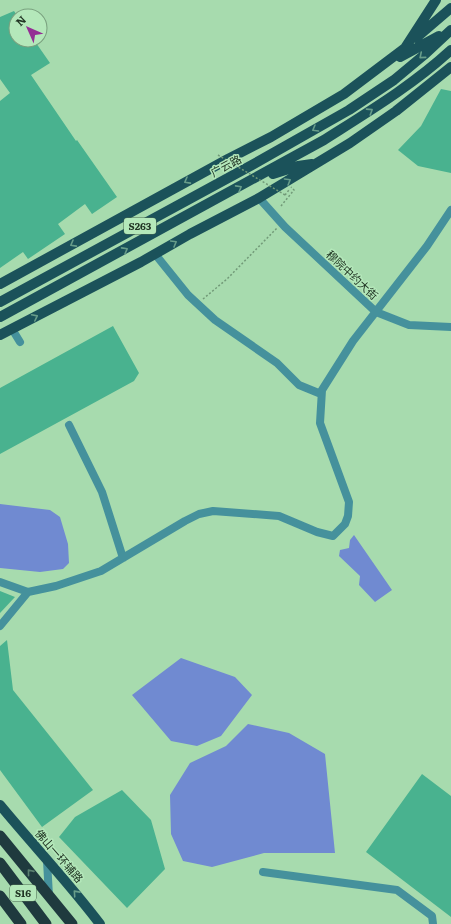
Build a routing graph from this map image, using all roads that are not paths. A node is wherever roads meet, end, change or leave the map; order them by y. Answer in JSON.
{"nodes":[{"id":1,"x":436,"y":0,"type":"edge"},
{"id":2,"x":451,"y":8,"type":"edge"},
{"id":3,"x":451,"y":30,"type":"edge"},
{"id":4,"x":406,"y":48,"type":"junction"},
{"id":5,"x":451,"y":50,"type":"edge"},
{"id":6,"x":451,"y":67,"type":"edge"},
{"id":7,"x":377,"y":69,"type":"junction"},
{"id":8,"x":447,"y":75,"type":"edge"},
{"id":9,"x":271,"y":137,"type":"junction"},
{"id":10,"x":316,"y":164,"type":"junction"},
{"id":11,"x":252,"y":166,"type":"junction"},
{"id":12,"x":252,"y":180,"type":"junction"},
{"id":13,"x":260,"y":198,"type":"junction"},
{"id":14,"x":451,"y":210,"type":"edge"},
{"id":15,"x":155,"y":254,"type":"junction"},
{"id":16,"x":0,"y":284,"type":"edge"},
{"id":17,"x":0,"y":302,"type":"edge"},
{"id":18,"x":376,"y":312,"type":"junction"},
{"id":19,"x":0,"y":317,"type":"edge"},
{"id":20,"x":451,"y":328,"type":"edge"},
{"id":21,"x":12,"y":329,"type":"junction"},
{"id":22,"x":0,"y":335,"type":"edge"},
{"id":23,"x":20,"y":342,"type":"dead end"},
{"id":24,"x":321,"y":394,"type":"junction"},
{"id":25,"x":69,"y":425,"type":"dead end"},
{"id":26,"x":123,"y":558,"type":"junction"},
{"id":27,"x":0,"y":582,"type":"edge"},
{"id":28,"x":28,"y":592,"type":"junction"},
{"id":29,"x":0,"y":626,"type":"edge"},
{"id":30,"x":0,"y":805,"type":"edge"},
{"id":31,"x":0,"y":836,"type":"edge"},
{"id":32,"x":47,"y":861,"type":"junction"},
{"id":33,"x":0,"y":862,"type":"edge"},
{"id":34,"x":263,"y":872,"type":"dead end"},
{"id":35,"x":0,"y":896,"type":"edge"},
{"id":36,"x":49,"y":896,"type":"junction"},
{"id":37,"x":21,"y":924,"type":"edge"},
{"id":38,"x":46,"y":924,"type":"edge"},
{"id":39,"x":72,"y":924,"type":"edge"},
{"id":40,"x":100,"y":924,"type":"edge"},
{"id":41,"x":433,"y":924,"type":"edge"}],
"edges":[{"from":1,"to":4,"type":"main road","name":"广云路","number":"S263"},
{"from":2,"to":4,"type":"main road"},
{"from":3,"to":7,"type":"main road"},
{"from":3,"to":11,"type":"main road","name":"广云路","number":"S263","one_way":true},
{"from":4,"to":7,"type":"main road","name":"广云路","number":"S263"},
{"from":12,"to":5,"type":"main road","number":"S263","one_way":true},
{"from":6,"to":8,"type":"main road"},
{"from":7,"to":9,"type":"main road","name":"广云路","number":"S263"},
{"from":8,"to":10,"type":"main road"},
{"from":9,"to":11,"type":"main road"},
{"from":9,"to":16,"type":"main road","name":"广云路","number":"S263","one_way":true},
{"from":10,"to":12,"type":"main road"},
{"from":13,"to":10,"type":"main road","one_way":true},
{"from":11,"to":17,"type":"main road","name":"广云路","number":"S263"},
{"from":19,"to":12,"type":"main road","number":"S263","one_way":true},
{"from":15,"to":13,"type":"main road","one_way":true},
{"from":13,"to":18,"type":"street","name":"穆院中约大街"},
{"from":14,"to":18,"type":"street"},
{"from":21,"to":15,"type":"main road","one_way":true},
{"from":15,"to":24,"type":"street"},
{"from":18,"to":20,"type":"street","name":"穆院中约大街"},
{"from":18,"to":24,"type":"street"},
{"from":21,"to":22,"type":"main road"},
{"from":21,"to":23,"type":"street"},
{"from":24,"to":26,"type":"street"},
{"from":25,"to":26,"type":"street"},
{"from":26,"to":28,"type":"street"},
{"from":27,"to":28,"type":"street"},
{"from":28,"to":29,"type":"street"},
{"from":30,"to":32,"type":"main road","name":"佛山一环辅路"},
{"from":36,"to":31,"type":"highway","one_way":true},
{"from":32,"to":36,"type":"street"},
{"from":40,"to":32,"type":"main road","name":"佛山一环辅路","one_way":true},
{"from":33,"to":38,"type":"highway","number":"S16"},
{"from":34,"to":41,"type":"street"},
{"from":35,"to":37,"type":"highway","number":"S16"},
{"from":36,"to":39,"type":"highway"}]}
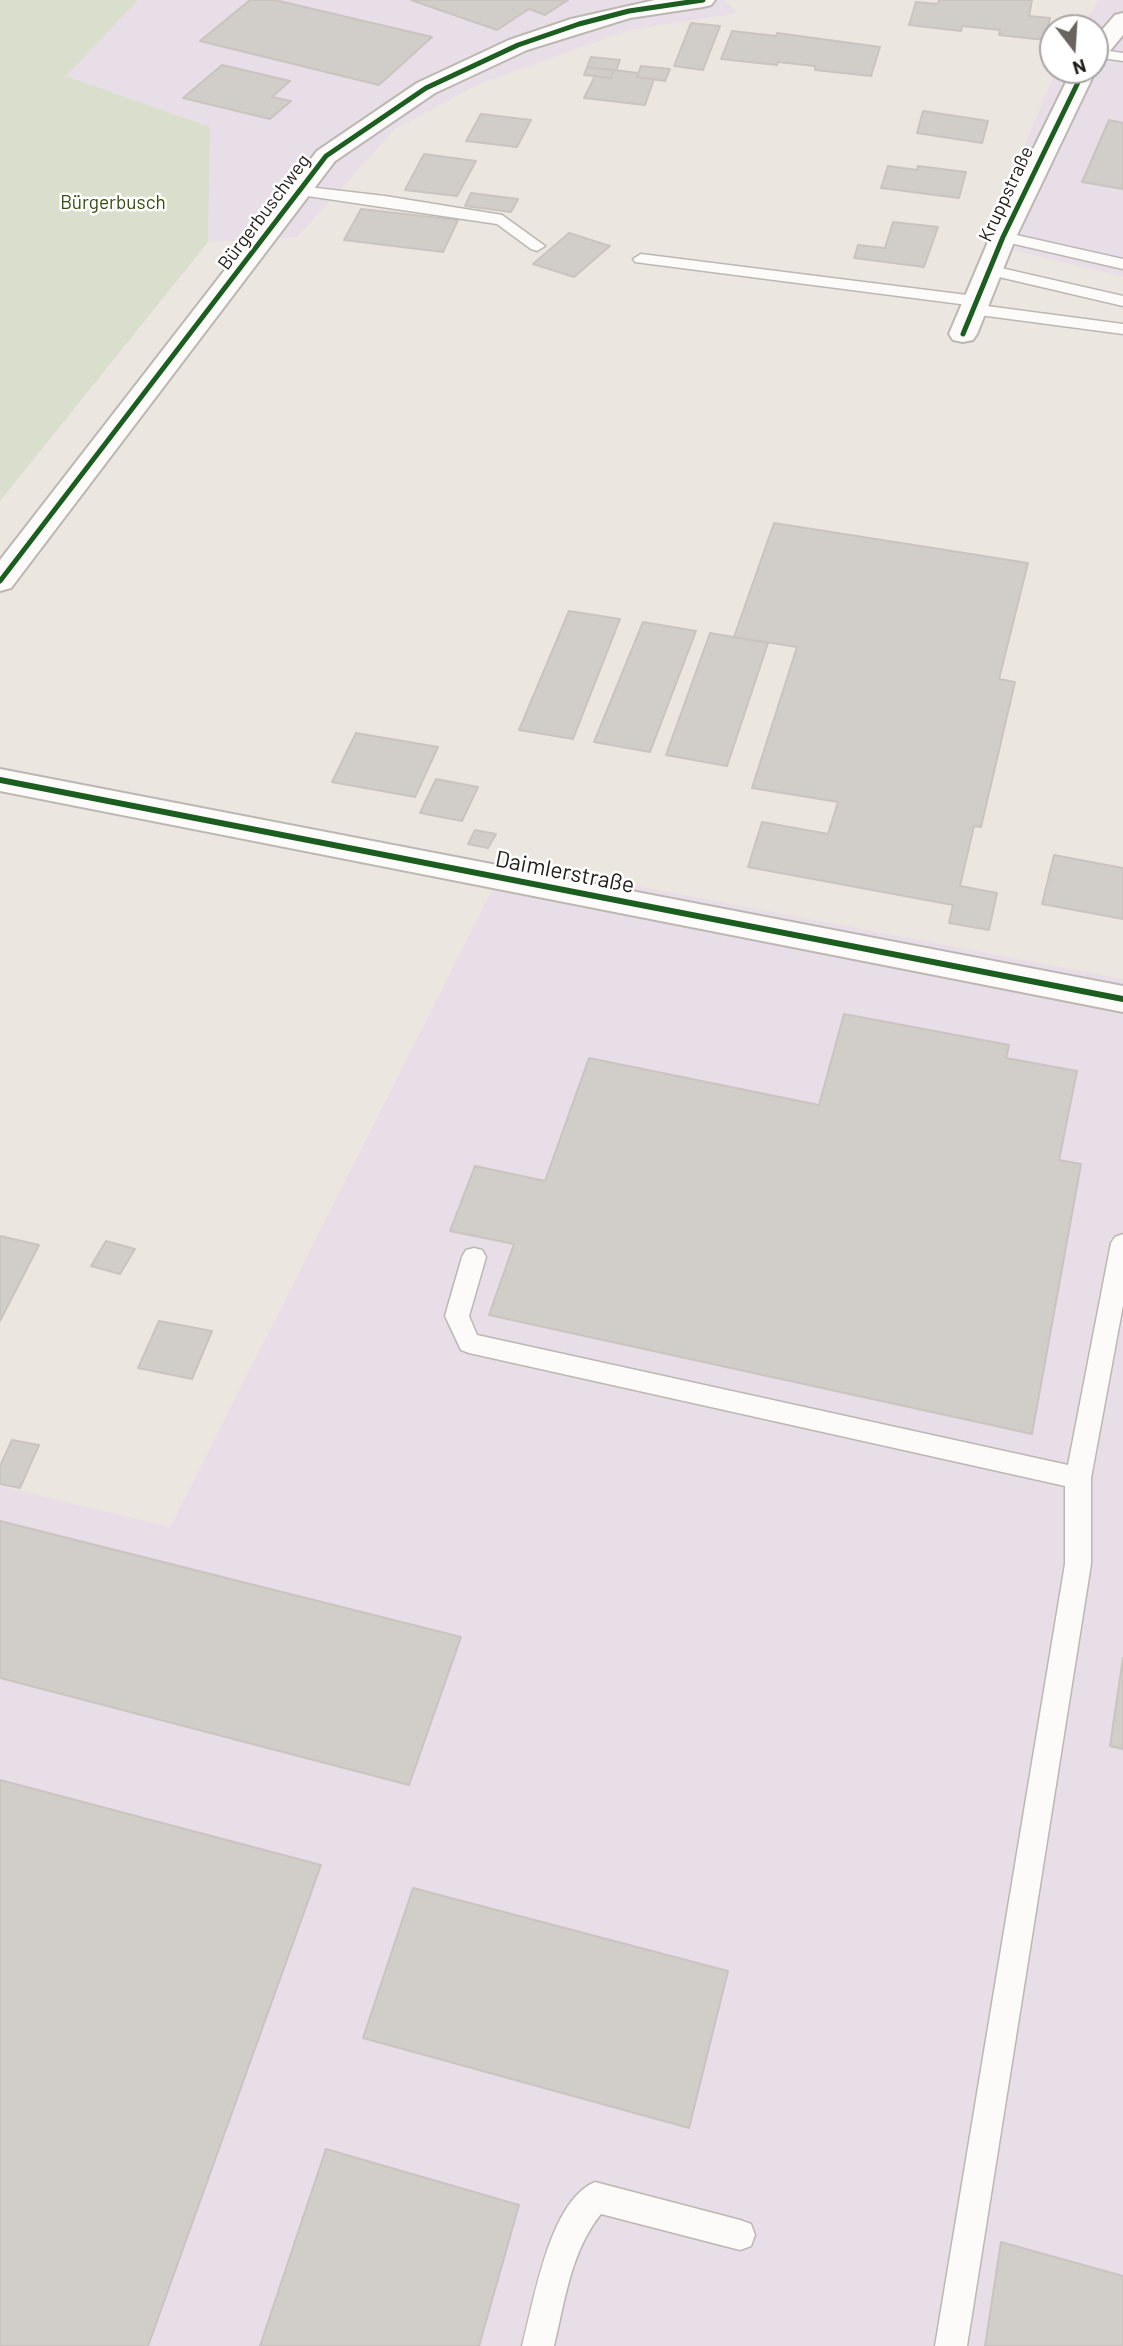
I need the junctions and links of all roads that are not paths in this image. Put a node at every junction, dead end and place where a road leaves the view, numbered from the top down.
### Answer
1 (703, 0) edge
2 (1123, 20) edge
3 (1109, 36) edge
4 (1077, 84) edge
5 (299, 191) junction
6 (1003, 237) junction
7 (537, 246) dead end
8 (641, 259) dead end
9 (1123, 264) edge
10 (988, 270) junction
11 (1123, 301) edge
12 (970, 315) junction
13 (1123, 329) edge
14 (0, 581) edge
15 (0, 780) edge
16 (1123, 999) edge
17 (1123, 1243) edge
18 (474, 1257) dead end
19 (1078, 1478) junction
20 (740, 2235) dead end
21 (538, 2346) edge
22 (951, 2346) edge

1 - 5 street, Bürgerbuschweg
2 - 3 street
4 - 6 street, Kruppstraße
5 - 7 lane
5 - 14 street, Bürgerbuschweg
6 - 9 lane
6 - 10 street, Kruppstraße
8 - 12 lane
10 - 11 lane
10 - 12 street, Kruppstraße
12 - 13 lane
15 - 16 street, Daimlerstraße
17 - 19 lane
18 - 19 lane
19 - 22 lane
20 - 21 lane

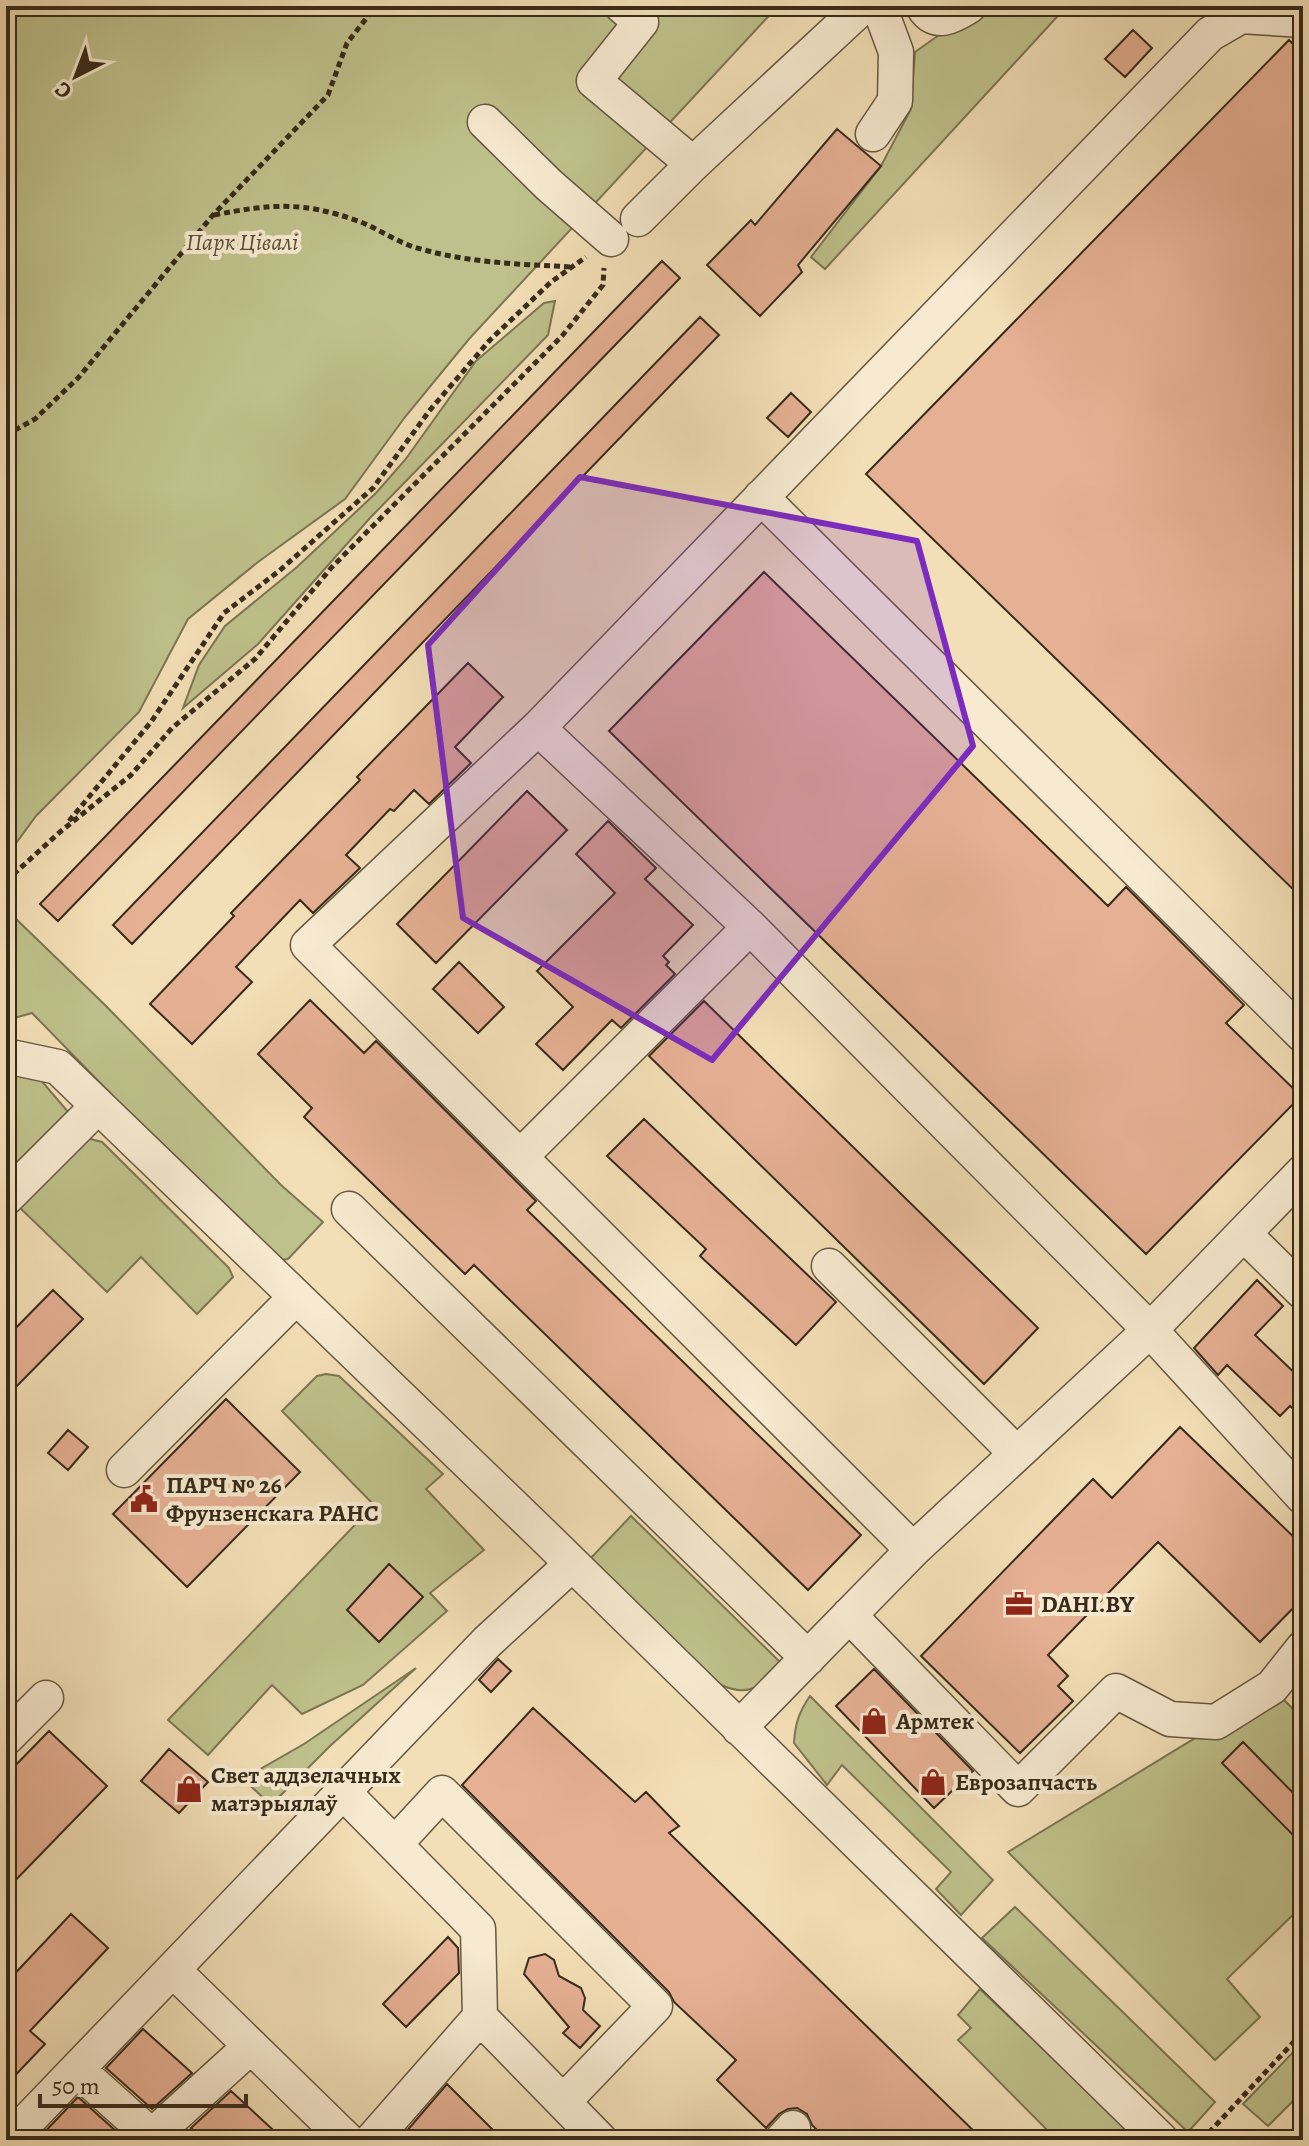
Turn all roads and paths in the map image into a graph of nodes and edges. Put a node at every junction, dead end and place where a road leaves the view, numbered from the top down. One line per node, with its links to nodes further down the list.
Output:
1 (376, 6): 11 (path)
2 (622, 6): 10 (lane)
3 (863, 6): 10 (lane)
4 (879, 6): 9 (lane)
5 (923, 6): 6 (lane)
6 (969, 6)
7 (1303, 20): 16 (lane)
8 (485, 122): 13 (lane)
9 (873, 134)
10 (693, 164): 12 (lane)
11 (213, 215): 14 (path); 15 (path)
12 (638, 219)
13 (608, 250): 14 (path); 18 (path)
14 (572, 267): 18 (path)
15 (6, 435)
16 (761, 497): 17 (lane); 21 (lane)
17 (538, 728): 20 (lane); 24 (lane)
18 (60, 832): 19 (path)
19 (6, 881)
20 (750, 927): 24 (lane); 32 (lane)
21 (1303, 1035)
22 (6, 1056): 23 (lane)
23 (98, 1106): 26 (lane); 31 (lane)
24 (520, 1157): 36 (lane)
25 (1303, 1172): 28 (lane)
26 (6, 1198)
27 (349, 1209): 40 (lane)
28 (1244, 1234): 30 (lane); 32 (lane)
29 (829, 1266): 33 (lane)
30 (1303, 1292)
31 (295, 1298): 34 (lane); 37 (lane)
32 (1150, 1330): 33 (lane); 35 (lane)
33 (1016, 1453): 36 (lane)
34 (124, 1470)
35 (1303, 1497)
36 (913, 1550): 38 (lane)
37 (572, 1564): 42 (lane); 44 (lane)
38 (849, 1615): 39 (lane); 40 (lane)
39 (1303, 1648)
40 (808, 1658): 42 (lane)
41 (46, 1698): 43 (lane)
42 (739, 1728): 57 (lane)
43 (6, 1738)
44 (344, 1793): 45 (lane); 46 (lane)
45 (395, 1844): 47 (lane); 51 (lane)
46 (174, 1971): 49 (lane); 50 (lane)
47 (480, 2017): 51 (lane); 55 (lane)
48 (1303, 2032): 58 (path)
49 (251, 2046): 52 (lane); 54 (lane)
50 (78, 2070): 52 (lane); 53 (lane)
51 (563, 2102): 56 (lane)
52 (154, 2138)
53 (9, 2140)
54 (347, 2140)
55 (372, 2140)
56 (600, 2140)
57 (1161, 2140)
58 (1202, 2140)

▶ _TRY IT_: Lines in scope run from the one holding "Turn all roads" to the last line of the material above; transcribe them exactly and omit the rest.

▶ _WORKED SOLUTION_:
Turn all roads and paths in the map image into a graph of nodes and edges. Put a node at every junction, dead end and place where a road leaves the view, numbered from the top down. One line per node, with its links to nodes further down the list.
Output:
1 (376, 6): 11 (path)
2 (622, 6): 10 (lane)
3 (863, 6): 10 (lane)
4 (879, 6): 9 (lane)
5 (923, 6): 6 (lane)
6 (969, 6)
7 (1303, 20): 16 (lane)
8 (485, 122): 13 (lane)
9 (873, 134)
10 (693, 164): 12 (lane)
11 (213, 215): 14 (path); 15 (path)
12 (638, 219)
13 (608, 250): 14 (path); 18 (path)
14 (572, 267): 18 (path)
15 (6, 435)
16 (761, 497): 17 (lane); 21 (lane)
17 (538, 728): 20 (lane); 24 (lane)
18 (60, 832): 19 (path)
19 (6, 881)
20 (750, 927): 24 (lane); 32 (lane)
21 (1303, 1035)
22 (6, 1056): 23 (lane)
23 (98, 1106): 26 (lane); 31 (lane)
24 (520, 1157): 36 (lane)
25 (1303, 1172): 28 (lane)
26 (6, 1198)
27 (349, 1209): 40 (lane)
28 (1244, 1234): 30 (lane); 32 (lane)
29 (829, 1266): 33 (lane)
30 (1303, 1292)
31 (295, 1298): 34 (lane); 37 (lane)
32 (1150, 1330): 33 (lane); 35 (lane)
33 (1016, 1453): 36 (lane)
34 (124, 1470)
35 (1303, 1497)
36 (913, 1550): 38 (lane)
37 (572, 1564): 42 (lane); 44 (lane)
38 (849, 1615): 39 (lane); 40 (lane)
39 (1303, 1648)
40 (808, 1658): 42 (lane)
41 (46, 1698): 43 (lane)
42 (739, 1728): 57 (lane)
43 (6, 1738)
44 (344, 1793): 45 (lane); 46 (lane)
45 (395, 1844): 47 (lane); 51 (lane)
46 (174, 1971): 49 (lane); 50 (lane)
47 (480, 2017): 51 (lane); 55 (lane)
48 (1303, 2032): 58 (path)
49 (251, 2046): 52 (lane); 54 (lane)
50 (78, 2070): 52 (lane); 53 (lane)
51 (563, 2102): 56 (lane)
52 (154, 2138)
53 (9, 2140)
54 (347, 2140)
55 (372, 2140)
56 (600, 2140)
57 (1161, 2140)
58 (1202, 2140)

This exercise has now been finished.